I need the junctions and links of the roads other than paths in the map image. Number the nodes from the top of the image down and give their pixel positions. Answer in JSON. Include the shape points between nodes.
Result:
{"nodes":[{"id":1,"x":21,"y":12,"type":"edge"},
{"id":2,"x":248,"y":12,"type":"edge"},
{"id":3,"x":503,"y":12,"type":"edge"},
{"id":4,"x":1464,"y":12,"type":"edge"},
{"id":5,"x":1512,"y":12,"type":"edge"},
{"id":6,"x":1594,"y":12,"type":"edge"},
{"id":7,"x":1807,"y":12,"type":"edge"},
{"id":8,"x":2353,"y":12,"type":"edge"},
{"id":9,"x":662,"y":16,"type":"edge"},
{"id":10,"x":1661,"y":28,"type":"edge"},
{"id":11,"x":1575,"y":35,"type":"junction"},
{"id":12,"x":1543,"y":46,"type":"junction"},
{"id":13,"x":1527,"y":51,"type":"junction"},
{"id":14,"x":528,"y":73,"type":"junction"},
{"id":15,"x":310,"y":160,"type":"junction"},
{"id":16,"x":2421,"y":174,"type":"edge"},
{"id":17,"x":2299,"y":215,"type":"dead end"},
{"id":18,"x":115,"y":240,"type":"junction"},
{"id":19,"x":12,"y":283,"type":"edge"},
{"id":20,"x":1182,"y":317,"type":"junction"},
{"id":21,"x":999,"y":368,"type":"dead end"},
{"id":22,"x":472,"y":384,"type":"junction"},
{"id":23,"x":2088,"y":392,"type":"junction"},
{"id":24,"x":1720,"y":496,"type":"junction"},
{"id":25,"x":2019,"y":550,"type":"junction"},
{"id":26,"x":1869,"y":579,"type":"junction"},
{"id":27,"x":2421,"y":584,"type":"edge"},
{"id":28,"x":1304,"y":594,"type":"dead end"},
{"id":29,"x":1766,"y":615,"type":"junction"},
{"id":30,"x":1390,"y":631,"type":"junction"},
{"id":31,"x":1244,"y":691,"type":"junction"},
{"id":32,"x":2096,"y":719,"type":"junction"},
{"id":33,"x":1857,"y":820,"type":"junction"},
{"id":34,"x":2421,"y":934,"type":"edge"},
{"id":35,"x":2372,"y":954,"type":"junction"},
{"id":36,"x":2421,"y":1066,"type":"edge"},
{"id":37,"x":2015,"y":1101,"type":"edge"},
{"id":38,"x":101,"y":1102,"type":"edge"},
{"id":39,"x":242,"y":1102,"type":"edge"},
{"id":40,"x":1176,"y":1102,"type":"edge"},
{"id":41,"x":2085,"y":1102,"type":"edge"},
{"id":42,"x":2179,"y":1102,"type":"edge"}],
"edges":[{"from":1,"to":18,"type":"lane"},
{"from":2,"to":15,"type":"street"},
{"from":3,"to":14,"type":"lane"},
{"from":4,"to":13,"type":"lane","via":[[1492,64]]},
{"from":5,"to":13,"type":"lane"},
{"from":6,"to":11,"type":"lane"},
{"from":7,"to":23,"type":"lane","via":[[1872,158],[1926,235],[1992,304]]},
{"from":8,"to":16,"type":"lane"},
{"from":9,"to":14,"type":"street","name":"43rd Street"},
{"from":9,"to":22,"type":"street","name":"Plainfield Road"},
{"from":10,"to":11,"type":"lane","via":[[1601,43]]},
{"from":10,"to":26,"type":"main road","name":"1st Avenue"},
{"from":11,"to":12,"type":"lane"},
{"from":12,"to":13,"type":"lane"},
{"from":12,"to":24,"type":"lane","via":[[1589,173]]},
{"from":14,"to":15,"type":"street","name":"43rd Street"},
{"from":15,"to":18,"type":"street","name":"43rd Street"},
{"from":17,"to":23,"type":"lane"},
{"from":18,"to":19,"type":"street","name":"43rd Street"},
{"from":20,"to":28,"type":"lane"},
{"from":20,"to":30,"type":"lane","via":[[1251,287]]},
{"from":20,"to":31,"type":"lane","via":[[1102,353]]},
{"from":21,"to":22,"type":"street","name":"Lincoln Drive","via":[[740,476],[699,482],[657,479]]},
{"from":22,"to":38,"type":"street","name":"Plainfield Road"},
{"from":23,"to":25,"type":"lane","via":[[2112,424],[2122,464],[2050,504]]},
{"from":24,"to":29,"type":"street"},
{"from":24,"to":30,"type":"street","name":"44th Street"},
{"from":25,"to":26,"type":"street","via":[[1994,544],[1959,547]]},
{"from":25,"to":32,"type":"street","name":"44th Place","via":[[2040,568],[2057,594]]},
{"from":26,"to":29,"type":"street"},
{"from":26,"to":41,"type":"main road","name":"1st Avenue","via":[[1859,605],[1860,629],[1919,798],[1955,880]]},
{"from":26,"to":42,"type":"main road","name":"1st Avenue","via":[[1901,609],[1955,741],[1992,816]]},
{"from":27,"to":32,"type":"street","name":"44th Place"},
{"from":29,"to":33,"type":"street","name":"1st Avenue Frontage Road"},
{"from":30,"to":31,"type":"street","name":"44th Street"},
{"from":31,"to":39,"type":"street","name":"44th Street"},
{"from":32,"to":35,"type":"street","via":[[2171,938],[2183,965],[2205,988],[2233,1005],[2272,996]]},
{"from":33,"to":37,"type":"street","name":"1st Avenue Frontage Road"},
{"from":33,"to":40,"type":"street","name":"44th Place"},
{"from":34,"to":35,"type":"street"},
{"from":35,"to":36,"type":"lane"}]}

| WHAT YOU HAVE TO DO |
Everything in the data above must be restated verbatim.

| FINISHED EXERCISE |
I need the junctions and links of the roads other than paths in the map image. Number the nodes from the top of the image down and give their pixel positions. Answer in JSON. Include the shape points between nodes.
Result:
{"nodes":[{"id":1,"x":21,"y":12,"type":"edge"},
{"id":2,"x":248,"y":12,"type":"edge"},
{"id":3,"x":503,"y":12,"type":"edge"},
{"id":4,"x":1464,"y":12,"type":"edge"},
{"id":5,"x":1512,"y":12,"type":"edge"},
{"id":6,"x":1594,"y":12,"type":"edge"},
{"id":7,"x":1807,"y":12,"type":"edge"},
{"id":8,"x":2353,"y":12,"type":"edge"},
{"id":9,"x":662,"y":16,"type":"edge"},
{"id":10,"x":1661,"y":28,"type":"edge"},
{"id":11,"x":1575,"y":35,"type":"junction"},
{"id":12,"x":1543,"y":46,"type":"junction"},
{"id":13,"x":1527,"y":51,"type":"junction"},
{"id":14,"x":528,"y":73,"type":"junction"},
{"id":15,"x":310,"y":160,"type":"junction"},
{"id":16,"x":2421,"y":174,"type":"edge"},
{"id":17,"x":2299,"y":215,"type":"dead end"},
{"id":18,"x":115,"y":240,"type":"junction"},
{"id":19,"x":12,"y":283,"type":"edge"},
{"id":20,"x":1182,"y":317,"type":"junction"},
{"id":21,"x":999,"y":368,"type":"dead end"},
{"id":22,"x":472,"y":384,"type":"junction"},
{"id":23,"x":2088,"y":392,"type":"junction"},
{"id":24,"x":1720,"y":496,"type":"junction"},
{"id":25,"x":2019,"y":550,"type":"junction"},
{"id":26,"x":1869,"y":579,"type":"junction"},
{"id":27,"x":2421,"y":584,"type":"edge"},
{"id":28,"x":1304,"y":594,"type":"dead end"},
{"id":29,"x":1766,"y":615,"type":"junction"},
{"id":30,"x":1390,"y":631,"type":"junction"},
{"id":31,"x":1244,"y":691,"type":"junction"},
{"id":32,"x":2096,"y":719,"type":"junction"},
{"id":33,"x":1857,"y":820,"type":"junction"},
{"id":34,"x":2421,"y":934,"type":"edge"},
{"id":35,"x":2372,"y":954,"type":"junction"},
{"id":36,"x":2421,"y":1066,"type":"edge"},
{"id":37,"x":2015,"y":1101,"type":"edge"},
{"id":38,"x":101,"y":1102,"type":"edge"},
{"id":39,"x":242,"y":1102,"type":"edge"},
{"id":40,"x":1176,"y":1102,"type":"edge"},
{"id":41,"x":2085,"y":1102,"type":"edge"},
{"id":42,"x":2179,"y":1102,"type":"edge"}],
"edges":[{"from":1,"to":18,"type":"lane"},
{"from":2,"to":15,"type":"street"},
{"from":3,"to":14,"type":"lane"},
{"from":4,"to":13,"type":"lane","via":[[1492,64]]},
{"from":5,"to":13,"type":"lane"},
{"from":6,"to":11,"type":"lane"},
{"from":7,"to":23,"type":"lane","via":[[1872,158],[1926,235],[1992,304]]},
{"from":8,"to":16,"type":"lane"},
{"from":9,"to":14,"type":"street","name":"43rd Street"},
{"from":9,"to":22,"type":"street","name":"Plainfield Road"},
{"from":10,"to":11,"type":"lane","via":[[1601,43]]},
{"from":10,"to":26,"type":"main road","name":"1st Avenue"},
{"from":11,"to":12,"type":"lane"},
{"from":12,"to":13,"type":"lane"},
{"from":12,"to":24,"type":"lane","via":[[1589,173]]},
{"from":14,"to":15,"type":"street","name":"43rd Street"},
{"from":15,"to":18,"type":"street","name":"43rd Street"},
{"from":17,"to":23,"type":"lane"},
{"from":18,"to":19,"type":"street","name":"43rd Street"},
{"from":20,"to":28,"type":"lane"},
{"from":20,"to":30,"type":"lane","via":[[1251,287]]},
{"from":20,"to":31,"type":"lane","via":[[1102,353]]},
{"from":21,"to":22,"type":"street","name":"Lincoln Drive","via":[[740,476],[699,482],[657,479]]},
{"from":22,"to":38,"type":"street","name":"Plainfield Road"},
{"from":23,"to":25,"type":"lane","via":[[2112,424],[2122,464],[2050,504]]},
{"from":24,"to":29,"type":"street"},
{"from":24,"to":30,"type":"street","name":"44th Street"},
{"from":25,"to":26,"type":"street","via":[[1994,544],[1959,547]]},
{"from":25,"to":32,"type":"street","name":"44th Place","via":[[2040,568],[2057,594]]},
{"from":26,"to":29,"type":"street"},
{"from":26,"to":41,"type":"main road","name":"1st Avenue","via":[[1859,605],[1860,629],[1919,798],[1955,880]]},
{"from":26,"to":42,"type":"main road","name":"1st Avenue","via":[[1901,609],[1955,741],[1992,816]]},
{"from":27,"to":32,"type":"street","name":"44th Place"},
{"from":29,"to":33,"type":"street","name":"1st Avenue Frontage Road"},
{"from":30,"to":31,"type":"street","name":"44th Street"},
{"from":31,"to":39,"type":"street","name":"44th Street"},
{"from":32,"to":35,"type":"street","via":[[2171,938],[2183,965],[2205,988],[2233,1005],[2272,996]]},
{"from":33,"to":37,"type":"street","name":"1st Avenue Frontage Road"},
{"from":33,"to":40,"type":"street","name":"44th Place"},
{"from":34,"to":35,"type":"street"},
{"from":35,"to":36,"type":"lane"}]}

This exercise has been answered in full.